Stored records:
= = = = =
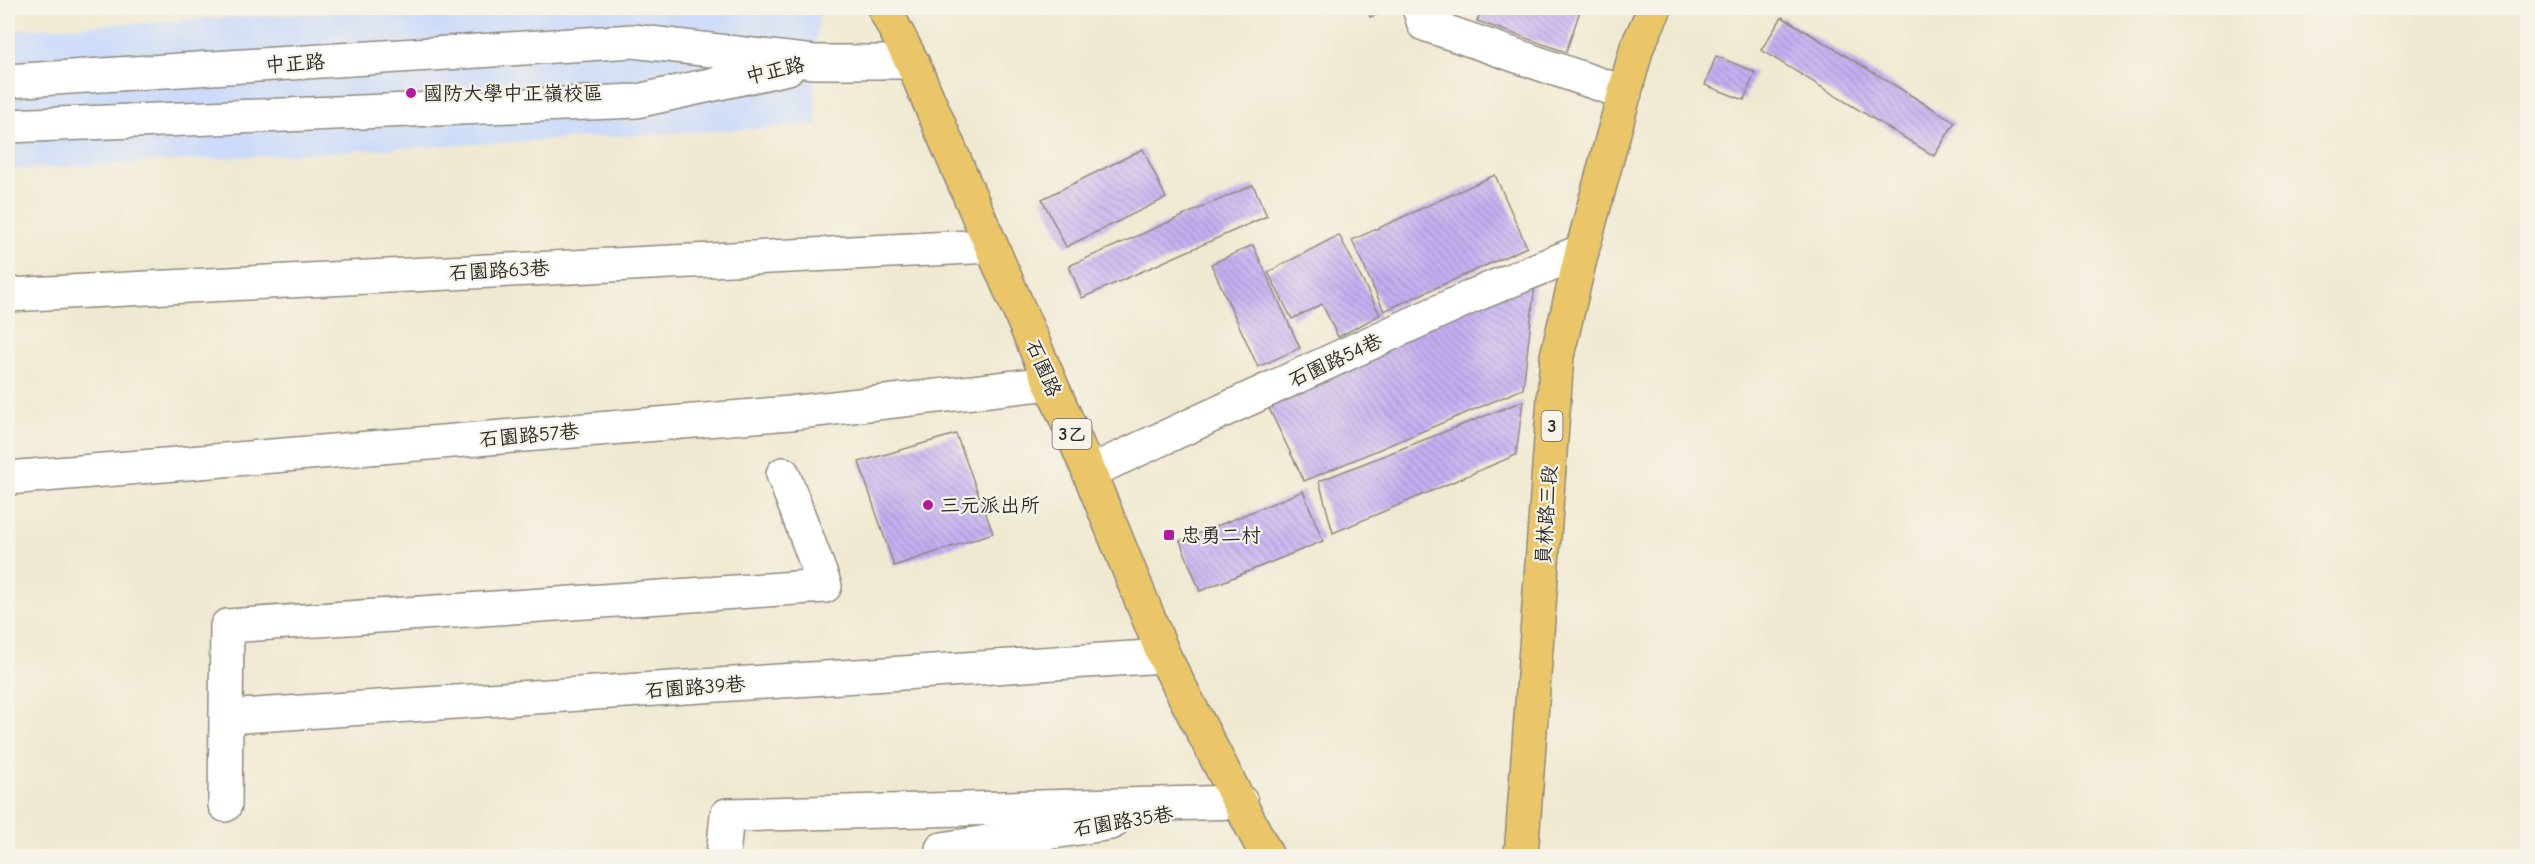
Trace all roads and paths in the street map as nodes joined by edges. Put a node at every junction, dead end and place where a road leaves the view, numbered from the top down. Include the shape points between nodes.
1 (884, 8) edge
2 (1419, 8) edge
3 (1655, 8) edge
4 (814, 62) junction
5 (912, 62) junction
6 (8, 81) edge
7 (1625, 93) junction
8 (8, 126) edge
9 (992, 246) junction
10 (1582, 251) junction
11 (8, 280) edge
12 (8, 295) edge
13 (1050, 384) junction
14 (1089, 472) junction
15 (783, 474) dead end
16 (8, 478) edge
17 (1164, 657) junction
18 (226, 717) junction
19 (1241, 802) junction
20 (225, 805) dead end
21 (723, 856) edge
22 (941, 856) edge
23 (1267, 856) edge
24 (1521, 856) edge

1 - 5 main road, 石園路 / 3乙
2 - 7 lane via 1424,24
3 - 7 main road, 員林路三段 / 3 via 1637,47
4 - 5 lane
4 - 6 lane, 中正路 via 633,41
4 - 8 lane, 中正路 via 637,101
5 - 9 main road, 石園路 / 3乙
7 - 10 main road, 員林路三段 / 3
9 - 11 lane
9 - 12 lane, 石園路63巷
9 - 13 main road, 石園路 / 3乙
10 - 14 lane, 石園路54巷 via 1475,295
10 - 24 main road, 員林路三段 / 3 via 1557,356
13 - 14 main road, 石園路 / 3乙
13 - 16 lane, 石園路57巷 via 790,414
14 - 17 main road, 石園路 / 3乙
15 - 18 lane via 825,586 227,626
17 - 18 lane, 石園路39巷
17 - 19 main road, 石園路 / 3乙
18 - 20 lane
19 - 21 lane via 727,815
19 - 22 lane, 石園路35巷 via 942,849
19 - 23 main road, 石園路 / 3乙

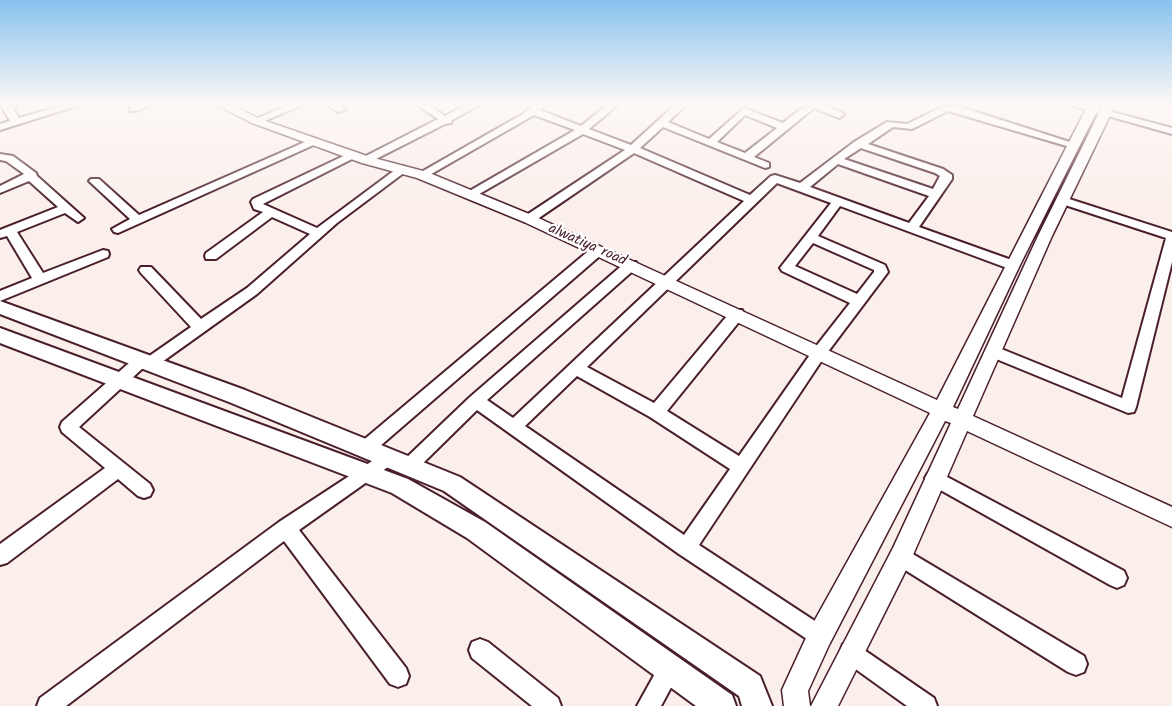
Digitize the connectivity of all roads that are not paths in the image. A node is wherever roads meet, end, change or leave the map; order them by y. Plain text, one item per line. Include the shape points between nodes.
1 (306, 138) edge
2 (406, 138) edge
3 (486, 138) edge
4 (569, 138) edge
5 (606, 138) edge
6 (645, 138) edge
7 (697, 138) edge
8 (715, 138) edge
9 (771, 138) edge
10 (868, 138) edge
11 (1051, 138) edge
12 (1078, 138) edge
13 (1085, 138) edge
14 (314, 141) junction
15 (710, 143) junction
16 (858, 144) junction
17 (1074, 145) junction
18 (633, 149) junction
19 (0, 157) edge
20 (359, 157) junction
21 (746, 158) junction
22 (836, 160) junction
23 (765, 165) dead end
24 (403, 169) junction
25 (422, 175) junction
26 (30, 177) junction
27 (96, 181) dead end
28 (803, 187) junction
29 (0, 190) edge
30 (935, 194) junction
31 (470, 196) junction
32 (751, 200) junction
33 (838, 201) junction
34 (1063, 201) junction
35 (67, 208) junction
36 (271, 212) junction
37 (78, 218) dead end
38 (529, 219) junction
39 (138, 220) junction
40 (912, 228) junction
41 (118, 229) dead end
42 (5, 232) edge
43 (318, 233) junction
44 (810, 237) junction
45 (1172, 237) edge
46 (597, 251) junction
47 (103, 254) dead end
48 (211, 256) dead end
49 (631, 265) junction
50 (1012, 266) junction
51 (146, 270) dead end
52 (40, 279) junction
53 (1166, 279) edge
54 (668, 282) junction
55 (0, 296) edge
56 (859, 301) junction
57 (0, 307) edge
58 (737, 314) junction
59 (201, 328) junction
60 (0, 335) edge
61 (994, 352) junction
62 (819, 353) junction
63 (146, 362) junction
64 (576, 368) junction
65 (121, 380) junction
66 (476, 401) junction
67 (656, 412) junction
68 (941, 412) junction
69 (962, 422) junction
70 (515, 426) junction
71 (366, 448) junction
72 (399, 462) junction
73 (741, 467) junction
74 (117, 469) junction
75 (366, 475) junction
76 (934, 478) junction
77 (144, 490) dead end
78 (1172, 517) edge
79 (286, 528) junction
80 (686, 548) junction
81 (0, 556) edge
82 (902, 556) junction
83 (564, 559) junction
84 (1117, 578) dead end
85 (549, 583) junction
86 (820, 636) junction
87 (480, 650) dead end
88 (851, 652) junction
89 (1076, 664) dead end
90 (670, 669) junction
91 (398, 676) dead end
92 (48, 706) edge
93 (550, 706) edge
94 (648, 706) edge
95 (721, 706) edge
96 (757, 706) edge
97 (796, 706) edge
98 (824, 706) edge
99 (926, 706) edge

1 - 14 street, alwatiya road
2 - 20 street
3 - 25 street
4 - 31 street
5 - 18 street
6 - 18 street
7 - 15 street
8 - 15 street
9 - 21 street
10 - 16 street
11 - 17 street
12 - 17 street
13 - 34 street
14 - 20 street, alwatiya road
14 - 39 street
15 - 21 street
16 - 22 street
16 - 30 street via 943,173 946,179
17 - 50 street
18 - 32 street
18 - 38 street
19 - 26 street via 9,158 30,173
20 - 24 street, alwatiya road
20 - 36 street via 257,202 258,206
21 - 23 street
22 - 28 street
22 - 30 street
24 - 25 street, alwatiya road
24 - 43 street
25 - 31 street, alwatiya road
26 - 29 street
26 - 35 street
27 - 39 street
28 - 32 street via 775,178
28 - 33 street
30 - 40 street
31 - 38 street, alwatiya road
32 - 54 street
33 - 40 street
33 - 44 street
34 - 45 street
34 - 61 street via 1044,236
35 - 37 street
35 - 42 street
36 - 43 street
36 - 48 street
38 - 46 street, alwatiya road
39 - 41 street
40 - 50 street
42 - 52 street
43 - 59 street via 252,291
44 - 56 street via 880,268 881,272
44 - 56 street via 787,266 788,270
45 - 53 street
46 - 49 street, alwatiya road
46 - 71 street
47 - 52 street
49 - 54 street, alwatiya road
49 - 66 street
50 - 68 street
51 - 59 street
52 - 55 street
53 - 61 street via 1128,407
54 - 58 street, alwatiya road
54 - 64 street
56 - 62 street
57 - 63 main road
58 - 62 street, alwatiya road
58 - 67 street
59 - 63 street
60 - 65 main road
61 - 69 street
62 - 68 street, alwatiya road
62 - 73 street
63 - 65 street
63 - 71 main road
64 - 67 street
64 - 70 street
65 - 74 street via 68,427
65 - 75 main road
66 - 70 street
66 - 72 street
67 - 73 street
68 - 69 street, alwatiya road
68 - 86 street
69 - 76 street
69 - 78 street, alwatiya road
70 - 80 street
71 - 72 main road
72 - 75 street
72 - 83 main road via 452,484
73 - 80 street
74 - 77 street
74 - 81 street
75 - 79 street
75 - 85 main road via 400,486 476,530
76 - 82 street
76 - 84 street
79 - 91 street
79 - 92 street
80 - 86 street
82 - 88 street
82 - 89 street
83 - 85 main road
83 - 96 main road via 750,686
85 - 90 main road
86 - 97 street via 795,690
87 - 93 street
88 - 98 street
88 - 99 street
90 - 94 street
90 - 95 main road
= = = = =
[Task goal] Where a line of the records contains the word "between", copy that line.

[Task answer]
Trace all roads and paths in the street map as nodes joined by edges. Put a node at every junction, dead end and place where a road leaves the view, numbered from the top down. Include the shape points between nodes.
Digitize the connectivity of all roads that are not paths in the image. A node is wherever roads meet, end, change or leave the map; order them by y. Plain text, one item per line. Include the shape points between nodes.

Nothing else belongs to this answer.